What is needed — The output should be limited to the line holding "M118,263l13,4 -2,8 -13,-4z" and the lines after it through the end of the entries, each restated exactly.

Collected data entries:
################
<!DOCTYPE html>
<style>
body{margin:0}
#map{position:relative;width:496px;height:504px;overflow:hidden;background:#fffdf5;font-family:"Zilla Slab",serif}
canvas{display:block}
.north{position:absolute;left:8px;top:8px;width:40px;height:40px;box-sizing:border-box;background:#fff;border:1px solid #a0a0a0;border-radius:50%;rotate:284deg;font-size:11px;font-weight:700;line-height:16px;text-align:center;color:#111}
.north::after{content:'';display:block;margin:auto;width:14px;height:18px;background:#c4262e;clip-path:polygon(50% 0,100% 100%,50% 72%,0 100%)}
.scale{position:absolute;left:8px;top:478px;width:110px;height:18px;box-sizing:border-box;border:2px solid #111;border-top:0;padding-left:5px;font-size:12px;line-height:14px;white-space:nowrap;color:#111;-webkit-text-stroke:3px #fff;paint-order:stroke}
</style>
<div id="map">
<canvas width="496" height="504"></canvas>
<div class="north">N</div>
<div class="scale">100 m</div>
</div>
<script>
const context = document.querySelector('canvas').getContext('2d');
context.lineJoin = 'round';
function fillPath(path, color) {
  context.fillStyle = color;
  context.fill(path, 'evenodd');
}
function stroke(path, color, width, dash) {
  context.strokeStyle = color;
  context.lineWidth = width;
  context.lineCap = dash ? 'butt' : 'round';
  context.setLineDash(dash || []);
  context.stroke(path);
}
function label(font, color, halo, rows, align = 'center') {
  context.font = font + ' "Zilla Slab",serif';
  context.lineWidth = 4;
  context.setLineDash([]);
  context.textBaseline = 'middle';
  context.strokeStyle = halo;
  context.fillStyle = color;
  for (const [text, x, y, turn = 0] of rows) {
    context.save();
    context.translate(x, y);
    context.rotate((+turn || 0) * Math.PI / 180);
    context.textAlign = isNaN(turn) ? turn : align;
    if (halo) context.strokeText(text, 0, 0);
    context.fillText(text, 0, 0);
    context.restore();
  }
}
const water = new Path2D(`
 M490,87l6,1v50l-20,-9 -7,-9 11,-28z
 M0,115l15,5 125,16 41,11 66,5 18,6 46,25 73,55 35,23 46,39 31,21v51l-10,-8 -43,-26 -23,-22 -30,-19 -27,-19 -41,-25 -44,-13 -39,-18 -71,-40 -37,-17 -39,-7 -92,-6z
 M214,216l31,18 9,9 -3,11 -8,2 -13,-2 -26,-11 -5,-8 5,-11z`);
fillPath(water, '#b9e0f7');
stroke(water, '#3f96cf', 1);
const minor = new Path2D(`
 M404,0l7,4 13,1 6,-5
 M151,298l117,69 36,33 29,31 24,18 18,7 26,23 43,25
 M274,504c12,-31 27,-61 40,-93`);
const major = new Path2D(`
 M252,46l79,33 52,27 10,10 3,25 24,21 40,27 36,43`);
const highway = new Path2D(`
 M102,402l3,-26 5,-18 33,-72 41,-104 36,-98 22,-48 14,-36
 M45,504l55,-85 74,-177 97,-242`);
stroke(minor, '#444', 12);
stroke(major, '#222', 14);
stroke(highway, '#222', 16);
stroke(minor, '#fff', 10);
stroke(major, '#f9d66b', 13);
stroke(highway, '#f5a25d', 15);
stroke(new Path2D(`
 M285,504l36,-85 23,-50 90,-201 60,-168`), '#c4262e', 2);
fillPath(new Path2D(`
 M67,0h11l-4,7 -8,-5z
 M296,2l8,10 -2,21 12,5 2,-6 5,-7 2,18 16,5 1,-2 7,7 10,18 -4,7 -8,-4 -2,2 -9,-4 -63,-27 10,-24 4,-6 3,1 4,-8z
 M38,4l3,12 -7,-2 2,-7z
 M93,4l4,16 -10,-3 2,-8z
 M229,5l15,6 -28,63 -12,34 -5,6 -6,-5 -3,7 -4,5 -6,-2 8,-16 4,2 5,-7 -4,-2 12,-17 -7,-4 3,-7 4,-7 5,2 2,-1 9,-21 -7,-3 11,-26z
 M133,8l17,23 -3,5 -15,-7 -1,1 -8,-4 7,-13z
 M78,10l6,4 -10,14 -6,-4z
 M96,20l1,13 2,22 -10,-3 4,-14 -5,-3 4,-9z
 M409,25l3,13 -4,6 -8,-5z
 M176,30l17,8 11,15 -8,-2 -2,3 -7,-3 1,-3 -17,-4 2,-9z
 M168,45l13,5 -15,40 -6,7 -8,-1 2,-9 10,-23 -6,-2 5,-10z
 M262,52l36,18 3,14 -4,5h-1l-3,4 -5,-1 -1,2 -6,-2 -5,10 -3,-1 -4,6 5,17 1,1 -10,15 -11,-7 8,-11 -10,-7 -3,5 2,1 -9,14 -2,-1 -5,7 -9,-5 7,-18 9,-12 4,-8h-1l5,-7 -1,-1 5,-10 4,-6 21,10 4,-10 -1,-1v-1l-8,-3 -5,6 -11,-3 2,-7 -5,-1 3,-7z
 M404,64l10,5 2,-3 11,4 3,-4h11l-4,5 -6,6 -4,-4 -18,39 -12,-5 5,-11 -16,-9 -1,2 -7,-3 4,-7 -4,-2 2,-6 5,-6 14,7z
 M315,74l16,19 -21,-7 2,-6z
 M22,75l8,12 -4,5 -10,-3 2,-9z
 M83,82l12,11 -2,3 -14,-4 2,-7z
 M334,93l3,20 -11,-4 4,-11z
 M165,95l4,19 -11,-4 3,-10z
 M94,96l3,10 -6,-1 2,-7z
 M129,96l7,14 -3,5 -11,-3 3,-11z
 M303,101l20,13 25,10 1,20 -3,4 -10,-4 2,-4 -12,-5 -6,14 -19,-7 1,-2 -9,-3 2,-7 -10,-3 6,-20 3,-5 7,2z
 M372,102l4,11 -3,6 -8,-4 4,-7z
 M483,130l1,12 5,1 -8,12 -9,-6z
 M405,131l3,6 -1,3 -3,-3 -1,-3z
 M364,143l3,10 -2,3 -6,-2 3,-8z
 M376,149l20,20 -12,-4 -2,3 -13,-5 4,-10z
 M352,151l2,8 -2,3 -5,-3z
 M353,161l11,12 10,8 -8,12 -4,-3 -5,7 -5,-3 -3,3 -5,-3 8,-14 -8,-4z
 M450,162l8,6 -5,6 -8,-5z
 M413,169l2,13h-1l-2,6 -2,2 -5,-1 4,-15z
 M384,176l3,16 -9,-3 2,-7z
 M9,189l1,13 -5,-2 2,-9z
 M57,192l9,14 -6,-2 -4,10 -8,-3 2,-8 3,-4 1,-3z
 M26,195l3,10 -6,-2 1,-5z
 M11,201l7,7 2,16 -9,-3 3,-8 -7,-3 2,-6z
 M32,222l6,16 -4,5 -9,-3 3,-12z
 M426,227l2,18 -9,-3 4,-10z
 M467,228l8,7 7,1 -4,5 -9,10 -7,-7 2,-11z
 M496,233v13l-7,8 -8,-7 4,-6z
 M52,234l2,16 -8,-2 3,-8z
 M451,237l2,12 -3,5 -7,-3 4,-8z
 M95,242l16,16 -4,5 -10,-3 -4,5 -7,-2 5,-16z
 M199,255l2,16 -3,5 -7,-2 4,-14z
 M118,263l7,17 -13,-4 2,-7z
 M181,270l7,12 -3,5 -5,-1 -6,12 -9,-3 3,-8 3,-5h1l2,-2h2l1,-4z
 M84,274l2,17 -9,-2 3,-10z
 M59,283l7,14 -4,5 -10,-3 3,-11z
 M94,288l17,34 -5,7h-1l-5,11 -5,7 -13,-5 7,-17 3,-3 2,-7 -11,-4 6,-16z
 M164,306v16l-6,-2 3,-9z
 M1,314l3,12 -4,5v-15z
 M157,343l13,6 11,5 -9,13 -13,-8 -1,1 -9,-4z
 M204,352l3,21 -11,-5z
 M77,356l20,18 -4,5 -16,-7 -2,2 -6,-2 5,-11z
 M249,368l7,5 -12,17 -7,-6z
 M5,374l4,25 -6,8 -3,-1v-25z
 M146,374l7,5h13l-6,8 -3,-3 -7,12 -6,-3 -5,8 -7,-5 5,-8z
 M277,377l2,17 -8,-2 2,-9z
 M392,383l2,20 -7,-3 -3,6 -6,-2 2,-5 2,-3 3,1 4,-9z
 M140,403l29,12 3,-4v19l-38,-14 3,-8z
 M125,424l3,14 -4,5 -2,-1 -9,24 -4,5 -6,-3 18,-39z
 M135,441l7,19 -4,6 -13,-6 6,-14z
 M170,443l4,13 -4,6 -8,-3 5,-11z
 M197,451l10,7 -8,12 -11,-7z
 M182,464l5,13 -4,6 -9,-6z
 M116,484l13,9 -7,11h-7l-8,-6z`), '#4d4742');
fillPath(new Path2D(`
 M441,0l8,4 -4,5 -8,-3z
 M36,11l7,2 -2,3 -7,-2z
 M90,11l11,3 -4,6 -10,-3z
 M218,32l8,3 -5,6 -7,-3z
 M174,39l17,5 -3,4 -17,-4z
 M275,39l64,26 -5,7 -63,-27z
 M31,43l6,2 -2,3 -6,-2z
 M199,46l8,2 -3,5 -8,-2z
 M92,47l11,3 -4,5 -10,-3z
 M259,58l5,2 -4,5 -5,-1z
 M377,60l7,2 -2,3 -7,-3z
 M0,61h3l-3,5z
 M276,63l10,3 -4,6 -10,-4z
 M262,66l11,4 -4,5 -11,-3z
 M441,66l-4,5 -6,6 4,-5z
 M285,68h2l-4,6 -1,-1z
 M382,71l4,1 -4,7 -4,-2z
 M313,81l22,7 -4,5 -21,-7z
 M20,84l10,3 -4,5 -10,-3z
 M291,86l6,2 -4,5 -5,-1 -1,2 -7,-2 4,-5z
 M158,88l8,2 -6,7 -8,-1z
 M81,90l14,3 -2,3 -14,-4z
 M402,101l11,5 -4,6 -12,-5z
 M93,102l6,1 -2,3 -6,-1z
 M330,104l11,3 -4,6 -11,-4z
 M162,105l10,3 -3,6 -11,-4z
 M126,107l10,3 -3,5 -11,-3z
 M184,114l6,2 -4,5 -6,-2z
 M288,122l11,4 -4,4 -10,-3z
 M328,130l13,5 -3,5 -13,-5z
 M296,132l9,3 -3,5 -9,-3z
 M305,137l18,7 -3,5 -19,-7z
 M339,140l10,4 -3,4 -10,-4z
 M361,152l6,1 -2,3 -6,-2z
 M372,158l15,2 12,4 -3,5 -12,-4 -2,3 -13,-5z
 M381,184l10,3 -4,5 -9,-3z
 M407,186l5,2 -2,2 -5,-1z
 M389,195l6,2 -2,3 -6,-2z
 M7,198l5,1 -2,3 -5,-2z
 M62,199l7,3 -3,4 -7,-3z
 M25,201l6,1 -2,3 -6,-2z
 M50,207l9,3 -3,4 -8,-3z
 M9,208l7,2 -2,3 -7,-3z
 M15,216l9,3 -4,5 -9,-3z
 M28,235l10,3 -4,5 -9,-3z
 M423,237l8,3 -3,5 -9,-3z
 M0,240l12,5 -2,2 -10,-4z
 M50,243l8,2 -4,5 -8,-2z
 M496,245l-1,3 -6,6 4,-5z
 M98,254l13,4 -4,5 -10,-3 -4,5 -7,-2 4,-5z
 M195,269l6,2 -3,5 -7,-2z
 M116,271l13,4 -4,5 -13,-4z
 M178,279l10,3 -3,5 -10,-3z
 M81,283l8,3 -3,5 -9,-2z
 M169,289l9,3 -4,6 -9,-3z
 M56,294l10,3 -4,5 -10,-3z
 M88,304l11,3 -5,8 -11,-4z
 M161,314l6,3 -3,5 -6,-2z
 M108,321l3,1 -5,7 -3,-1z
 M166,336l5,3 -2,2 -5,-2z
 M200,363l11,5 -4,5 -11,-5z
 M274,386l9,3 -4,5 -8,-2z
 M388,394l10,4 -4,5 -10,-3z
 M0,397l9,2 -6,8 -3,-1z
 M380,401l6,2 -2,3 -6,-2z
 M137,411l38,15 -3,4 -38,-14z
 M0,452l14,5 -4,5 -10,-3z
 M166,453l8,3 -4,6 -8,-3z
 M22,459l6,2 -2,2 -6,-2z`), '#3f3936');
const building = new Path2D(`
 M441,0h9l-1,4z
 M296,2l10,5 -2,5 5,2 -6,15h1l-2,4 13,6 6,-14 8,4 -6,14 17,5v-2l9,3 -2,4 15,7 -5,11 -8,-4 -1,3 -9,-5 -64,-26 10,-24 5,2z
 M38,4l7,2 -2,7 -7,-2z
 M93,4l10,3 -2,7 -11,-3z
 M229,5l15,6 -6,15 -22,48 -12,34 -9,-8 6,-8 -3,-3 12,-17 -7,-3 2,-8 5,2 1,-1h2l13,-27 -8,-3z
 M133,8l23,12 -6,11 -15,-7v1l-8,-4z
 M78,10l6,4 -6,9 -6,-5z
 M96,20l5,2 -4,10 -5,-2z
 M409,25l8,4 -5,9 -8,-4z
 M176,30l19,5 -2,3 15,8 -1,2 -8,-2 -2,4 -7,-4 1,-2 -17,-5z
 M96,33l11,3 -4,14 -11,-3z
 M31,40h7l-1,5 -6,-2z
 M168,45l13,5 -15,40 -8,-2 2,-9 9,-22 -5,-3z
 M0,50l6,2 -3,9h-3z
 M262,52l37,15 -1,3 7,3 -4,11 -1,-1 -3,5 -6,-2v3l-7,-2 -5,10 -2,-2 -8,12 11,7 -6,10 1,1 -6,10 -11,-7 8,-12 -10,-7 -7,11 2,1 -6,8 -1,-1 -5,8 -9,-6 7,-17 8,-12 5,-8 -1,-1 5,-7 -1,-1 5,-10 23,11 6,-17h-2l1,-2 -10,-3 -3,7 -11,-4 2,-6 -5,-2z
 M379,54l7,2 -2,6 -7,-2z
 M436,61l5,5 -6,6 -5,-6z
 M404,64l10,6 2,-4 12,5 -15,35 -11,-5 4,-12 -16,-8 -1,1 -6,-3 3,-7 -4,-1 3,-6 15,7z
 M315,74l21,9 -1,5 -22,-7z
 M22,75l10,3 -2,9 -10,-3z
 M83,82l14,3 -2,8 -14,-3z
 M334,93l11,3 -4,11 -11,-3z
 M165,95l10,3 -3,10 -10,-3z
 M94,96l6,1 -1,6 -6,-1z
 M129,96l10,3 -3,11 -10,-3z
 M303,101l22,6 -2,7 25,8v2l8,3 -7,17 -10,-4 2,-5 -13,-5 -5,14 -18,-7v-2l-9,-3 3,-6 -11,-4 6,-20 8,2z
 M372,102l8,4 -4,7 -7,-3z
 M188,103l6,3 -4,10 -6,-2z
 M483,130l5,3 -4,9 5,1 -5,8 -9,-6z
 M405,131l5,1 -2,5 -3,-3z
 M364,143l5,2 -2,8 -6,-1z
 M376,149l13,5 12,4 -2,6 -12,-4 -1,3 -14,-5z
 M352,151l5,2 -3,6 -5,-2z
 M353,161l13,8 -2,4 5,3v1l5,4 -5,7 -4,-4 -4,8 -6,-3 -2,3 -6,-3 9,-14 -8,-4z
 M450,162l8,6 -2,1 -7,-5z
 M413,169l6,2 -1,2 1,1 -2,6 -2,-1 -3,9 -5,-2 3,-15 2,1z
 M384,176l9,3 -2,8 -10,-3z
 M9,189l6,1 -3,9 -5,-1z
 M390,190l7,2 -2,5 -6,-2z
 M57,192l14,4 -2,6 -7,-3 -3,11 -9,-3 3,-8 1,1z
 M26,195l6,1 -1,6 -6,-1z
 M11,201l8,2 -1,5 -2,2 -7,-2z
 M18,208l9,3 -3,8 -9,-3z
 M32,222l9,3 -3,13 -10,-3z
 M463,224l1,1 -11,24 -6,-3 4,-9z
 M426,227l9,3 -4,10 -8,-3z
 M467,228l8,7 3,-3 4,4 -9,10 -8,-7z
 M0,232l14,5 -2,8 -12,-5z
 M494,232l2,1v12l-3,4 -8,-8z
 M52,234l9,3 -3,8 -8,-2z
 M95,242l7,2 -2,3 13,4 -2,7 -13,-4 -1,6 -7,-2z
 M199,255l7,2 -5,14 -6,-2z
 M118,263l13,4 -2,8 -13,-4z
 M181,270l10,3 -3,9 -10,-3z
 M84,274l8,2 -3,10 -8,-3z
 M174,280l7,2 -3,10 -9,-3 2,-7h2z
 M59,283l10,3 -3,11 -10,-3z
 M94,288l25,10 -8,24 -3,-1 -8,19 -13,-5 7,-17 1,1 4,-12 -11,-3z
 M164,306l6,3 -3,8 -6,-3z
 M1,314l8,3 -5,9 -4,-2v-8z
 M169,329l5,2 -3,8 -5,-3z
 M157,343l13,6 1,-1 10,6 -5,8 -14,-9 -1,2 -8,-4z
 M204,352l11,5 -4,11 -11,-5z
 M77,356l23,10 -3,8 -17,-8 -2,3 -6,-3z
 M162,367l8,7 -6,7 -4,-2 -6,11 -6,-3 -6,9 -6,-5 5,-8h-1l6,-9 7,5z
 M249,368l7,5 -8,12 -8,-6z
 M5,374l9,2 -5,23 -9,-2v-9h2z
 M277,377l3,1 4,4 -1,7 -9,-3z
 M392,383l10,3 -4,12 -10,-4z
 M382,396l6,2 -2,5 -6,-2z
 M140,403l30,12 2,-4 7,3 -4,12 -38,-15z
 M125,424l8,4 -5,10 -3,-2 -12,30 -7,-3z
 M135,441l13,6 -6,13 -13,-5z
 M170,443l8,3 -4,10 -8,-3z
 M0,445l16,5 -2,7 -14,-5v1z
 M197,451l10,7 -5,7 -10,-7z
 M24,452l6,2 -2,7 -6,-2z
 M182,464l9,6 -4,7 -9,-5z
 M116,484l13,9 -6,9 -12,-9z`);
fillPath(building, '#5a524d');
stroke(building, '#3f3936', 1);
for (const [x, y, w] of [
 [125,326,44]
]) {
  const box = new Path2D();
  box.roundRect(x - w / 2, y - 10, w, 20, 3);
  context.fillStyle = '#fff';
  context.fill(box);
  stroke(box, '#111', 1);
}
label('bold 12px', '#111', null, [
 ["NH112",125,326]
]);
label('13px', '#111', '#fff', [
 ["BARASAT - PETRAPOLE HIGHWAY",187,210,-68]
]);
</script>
################
Answer section —
 M118,263l13,4 -2,8 -13,-4z
 M181,270l10,3 -3,9 -10,-3z
 M84,274l8,2 -3,10 -8,-3z
 M174,280l7,2 -3,10 -9,-3 2,-7h2z
 M59,283l10,3 -3,11 -10,-3z
 M94,288l25,10 -8,24 -3,-1 -8,19 -13,-5 7,-17 1,1 4,-12 -11,-3z
 M164,306l6,3 -3,8 -6,-3z
 M1,314l8,3 -5,9 -4,-2v-8z
 M169,329l5,2 -3,8 -5,-3z
 M157,343l13,6 1,-1 10,6 -5,8 -14,-9 -1,2 -8,-4z
 M204,352l11,5 -4,11 -11,-5z
 M77,356l23,10 -3,8 -17,-8 -2,3 -6,-3z
 M162,367l8,7 -6,7 -4,-2 -6,11 -6,-3 -6,9 -6,-5 5,-8h-1l6,-9 7,5z
 M249,368l7,5 -8,12 -8,-6z
 M5,374l9,2 -5,23 -9,-2v-9h2z
 M277,377l3,1 4,4 -1,7 -9,-3z
 M392,383l10,3 -4,12 -10,-4z
 M382,396l6,2 -2,5 -6,-2z
 M140,403l30,12 2,-4 7,3 -4,12 -38,-15z
 M125,424l8,4 -5,10 -3,-2 -12,30 -7,-3z
 M135,441l13,6 -6,13 -13,-5z
 M170,443l8,3 -4,10 -8,-3z
 M0,445l16,5 -2,7 -14,-5v1z
 M197,451l10,7 -5,7 -10,-7z
 M24,452l6,2 -2,7 -6,-2z
 M182,464l9,6 -4,7 -9,-5z
 M116,484l13,9 -6,9 -12,-9z`);
fillPath(building, '#5a524d');
stroke(building, '#3f3936', 1);
for (const [x, y, w] of [
 [125,326,44]
]) {
  const box = new Path2D();
  box.roundRect(x - w / 2, y - 10, w, 20, 3);
  context.fillStyle = '#fff';
  context.fill(box);
  stroke(box, '#111', 1);
}
label('bold 12px', '#111', null, [
 ["NH112",125,326]
]);
label('13px', '#111', '#fff', [
 ["BARASAT - PETRAPOLE HIGHWAY",187,210,-68]
]);
</script>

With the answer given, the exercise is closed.